Résurrection d’un square : chronique estivale

Photo L. Devernay

Installer du mobilier de jardin dans un square à l’abandon, c’est déjà bien ; mais prendre le temps d’observer ce qui se passe ensuite, c’est mieux, car cela peut apporter des enseignements utiles. C’est ce que mon camarade Ludovic et moi avons tenté de faire ces dernière semaines sur le square de la gare d’Hennebont, et j’ai tiré de nos échanges de mails et de photos une petite chronique estivale illustrée, téléchargeable ici, qui relate au jour le jour la vie de ce nouveau sociotope local.

Mobilier privé sur une place publique à Leucate (Aude) : la confiance ne règne pas !

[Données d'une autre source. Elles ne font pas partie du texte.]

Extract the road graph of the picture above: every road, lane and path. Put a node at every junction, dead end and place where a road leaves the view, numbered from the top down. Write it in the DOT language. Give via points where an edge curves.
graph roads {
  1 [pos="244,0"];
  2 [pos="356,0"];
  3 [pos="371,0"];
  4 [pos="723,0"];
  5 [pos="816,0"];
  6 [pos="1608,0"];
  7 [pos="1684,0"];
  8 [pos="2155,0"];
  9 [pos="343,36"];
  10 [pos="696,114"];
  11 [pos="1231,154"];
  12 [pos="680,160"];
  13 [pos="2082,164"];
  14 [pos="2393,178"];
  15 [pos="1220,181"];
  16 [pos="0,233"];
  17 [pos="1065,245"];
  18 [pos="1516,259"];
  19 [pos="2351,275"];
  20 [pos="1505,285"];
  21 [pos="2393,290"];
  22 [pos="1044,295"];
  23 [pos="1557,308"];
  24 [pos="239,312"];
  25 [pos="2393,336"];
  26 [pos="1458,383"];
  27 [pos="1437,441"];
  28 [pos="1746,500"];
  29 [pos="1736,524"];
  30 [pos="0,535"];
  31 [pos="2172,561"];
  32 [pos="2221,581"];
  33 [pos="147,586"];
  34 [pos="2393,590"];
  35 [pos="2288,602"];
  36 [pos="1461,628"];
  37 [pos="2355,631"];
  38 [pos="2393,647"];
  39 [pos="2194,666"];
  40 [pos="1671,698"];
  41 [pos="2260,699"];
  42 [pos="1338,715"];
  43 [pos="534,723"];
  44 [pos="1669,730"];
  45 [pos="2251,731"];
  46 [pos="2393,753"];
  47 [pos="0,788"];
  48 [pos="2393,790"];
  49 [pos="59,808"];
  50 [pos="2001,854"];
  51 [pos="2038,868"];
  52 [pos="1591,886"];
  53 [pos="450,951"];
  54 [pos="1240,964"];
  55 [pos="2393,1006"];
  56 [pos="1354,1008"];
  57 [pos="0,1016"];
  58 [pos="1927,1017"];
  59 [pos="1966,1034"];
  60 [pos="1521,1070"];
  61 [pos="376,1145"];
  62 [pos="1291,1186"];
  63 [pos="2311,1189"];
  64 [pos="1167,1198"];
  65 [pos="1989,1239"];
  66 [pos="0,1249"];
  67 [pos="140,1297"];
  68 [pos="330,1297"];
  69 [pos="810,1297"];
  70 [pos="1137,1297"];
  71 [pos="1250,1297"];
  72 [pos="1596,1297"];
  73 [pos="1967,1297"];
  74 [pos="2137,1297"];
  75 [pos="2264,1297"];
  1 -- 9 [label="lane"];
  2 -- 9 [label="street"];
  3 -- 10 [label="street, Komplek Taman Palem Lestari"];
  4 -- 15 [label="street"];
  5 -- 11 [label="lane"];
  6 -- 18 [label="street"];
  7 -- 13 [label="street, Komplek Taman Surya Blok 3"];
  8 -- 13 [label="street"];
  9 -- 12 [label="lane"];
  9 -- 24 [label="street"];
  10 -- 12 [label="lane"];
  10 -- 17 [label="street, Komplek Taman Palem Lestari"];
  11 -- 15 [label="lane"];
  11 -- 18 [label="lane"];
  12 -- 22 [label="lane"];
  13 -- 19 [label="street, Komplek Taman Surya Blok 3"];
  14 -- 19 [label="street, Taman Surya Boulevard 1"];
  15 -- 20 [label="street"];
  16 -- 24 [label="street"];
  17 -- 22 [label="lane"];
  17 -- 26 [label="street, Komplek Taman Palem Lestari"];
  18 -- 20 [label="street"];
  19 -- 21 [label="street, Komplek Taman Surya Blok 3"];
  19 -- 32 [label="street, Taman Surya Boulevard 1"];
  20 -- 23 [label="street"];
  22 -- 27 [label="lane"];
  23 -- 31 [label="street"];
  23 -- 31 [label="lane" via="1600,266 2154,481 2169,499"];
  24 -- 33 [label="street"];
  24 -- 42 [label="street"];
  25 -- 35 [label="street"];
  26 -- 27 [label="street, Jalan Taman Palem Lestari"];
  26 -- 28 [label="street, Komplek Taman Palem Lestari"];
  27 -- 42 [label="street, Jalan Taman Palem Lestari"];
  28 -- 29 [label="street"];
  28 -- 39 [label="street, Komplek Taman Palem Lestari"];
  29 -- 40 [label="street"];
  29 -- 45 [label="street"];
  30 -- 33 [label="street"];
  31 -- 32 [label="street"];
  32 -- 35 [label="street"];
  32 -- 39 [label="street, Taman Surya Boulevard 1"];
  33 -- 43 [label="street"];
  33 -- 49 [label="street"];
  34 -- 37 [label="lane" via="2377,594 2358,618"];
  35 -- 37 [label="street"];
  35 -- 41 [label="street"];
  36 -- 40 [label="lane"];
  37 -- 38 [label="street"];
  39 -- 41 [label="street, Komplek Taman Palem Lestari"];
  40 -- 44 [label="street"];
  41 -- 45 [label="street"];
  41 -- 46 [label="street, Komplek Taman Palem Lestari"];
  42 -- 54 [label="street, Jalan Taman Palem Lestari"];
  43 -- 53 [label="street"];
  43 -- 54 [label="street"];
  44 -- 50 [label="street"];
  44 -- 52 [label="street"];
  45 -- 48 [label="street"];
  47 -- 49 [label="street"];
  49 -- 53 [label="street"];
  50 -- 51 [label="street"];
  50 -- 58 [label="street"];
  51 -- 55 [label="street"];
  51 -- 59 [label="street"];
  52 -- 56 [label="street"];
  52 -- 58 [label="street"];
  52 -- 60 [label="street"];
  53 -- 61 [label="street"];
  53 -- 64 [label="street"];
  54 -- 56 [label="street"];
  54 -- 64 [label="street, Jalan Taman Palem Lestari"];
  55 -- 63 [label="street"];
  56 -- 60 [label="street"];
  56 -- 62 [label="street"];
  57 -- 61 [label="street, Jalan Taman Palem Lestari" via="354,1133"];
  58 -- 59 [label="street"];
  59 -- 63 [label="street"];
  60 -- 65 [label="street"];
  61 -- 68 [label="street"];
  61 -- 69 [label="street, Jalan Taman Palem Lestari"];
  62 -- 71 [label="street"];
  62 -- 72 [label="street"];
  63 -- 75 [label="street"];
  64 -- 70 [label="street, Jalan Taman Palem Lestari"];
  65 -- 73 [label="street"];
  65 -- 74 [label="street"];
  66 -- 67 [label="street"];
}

Un enseignement très encourageant, c’est que nous nous attendions à ce que notre mobilier de jardin disparaisse rapidement, et qu’au bout d’un mois il est toujours là. Les messages inscrits à la peinture sur chaque élément y sont sûrement pour quelque chose, même si je ne doute pas que les habitants d’Hennebont soient particulièrement bien élevés et respectueux du bien commun. Ce constat soulève l’intéressante question de la confiance dans les autres, un domaine dans lesquels les Français sont notoirement mauvais, à en croire les enquêtes internationales régulièrement réalisées à ce sujet (voir par exemple ici l’étude intitulée « Confiance à autrui et sociabilité : analyse européenne comparative » (P. Bréchon, Revue internationale de politique comparée). L’absence de confiance dans les autres peut décourager quelque action altruiste que ce soit, puisque « de toute façon, les gens ne respectent rien » ; et s’il y a effectivement du vol et du vandalisme, cela légitime les « réalistes » (« On vous l’avait bien dit ! ») contre les « bisounours » – un terme politiquement connoté, très prisé des lecteurs du Figaro qui sont des gens réalistes quant à la nature humaine, et à qui on ne la fait pas.

Chaque jour qui passe, et où le mobilier reste en place, est ainsi une petite victoire des « doux rêveurs » idéalistes sur les réalistes épais. Cela ne durera pas éternellement ; mais c’est comme pour la vie elle-même : c’est son caractère éphémère qui fait toute sa valeur.